» GOAL OF THE EXERCISE
Print the data exactly. Pictures stay out.

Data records
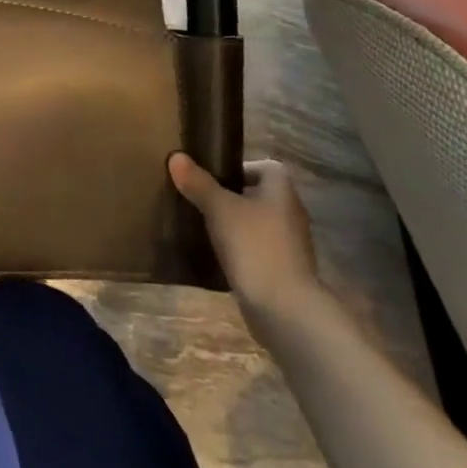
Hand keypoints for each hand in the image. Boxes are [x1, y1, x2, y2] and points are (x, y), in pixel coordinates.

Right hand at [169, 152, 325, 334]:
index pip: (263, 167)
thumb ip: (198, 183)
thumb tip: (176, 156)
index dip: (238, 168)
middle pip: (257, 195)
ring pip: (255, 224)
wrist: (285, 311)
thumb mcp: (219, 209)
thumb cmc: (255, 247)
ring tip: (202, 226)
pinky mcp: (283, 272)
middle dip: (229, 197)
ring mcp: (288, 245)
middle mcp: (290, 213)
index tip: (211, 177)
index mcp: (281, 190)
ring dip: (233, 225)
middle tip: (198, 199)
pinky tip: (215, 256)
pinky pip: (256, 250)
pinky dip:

» ANSWER TO THE EXERCISE
Hand keypoints for each hand in the image. Boxes are [x1, y1, x2, y2] and points are (x, y), in pixel coordinates.

Right hand at [169, 152, 325, 334]:
index pip: (263, 167)
thumb ip: (198, 183)
thumb tip: (176, 156)
index dip: (238, 168)
middle pip: (257, 195)
ring pip: (255, 224)
wrist: (285, 311)
thumb mcp: (219, 209)
thumb cmc: (255, 247)
ring tip: (202, 226)
pinky mcp: (283, 272)
middle dip: (229, 197)
ring mcp: (288, 245)
middle mcp: (290, 213)
index tip: (211, 177)
index mcp: (281, 190)
ring dip: (233, 225)
middle tip: (198, 199)
pinky tip: (215, 256)
pinky pip: (256, 250)
pinky dip:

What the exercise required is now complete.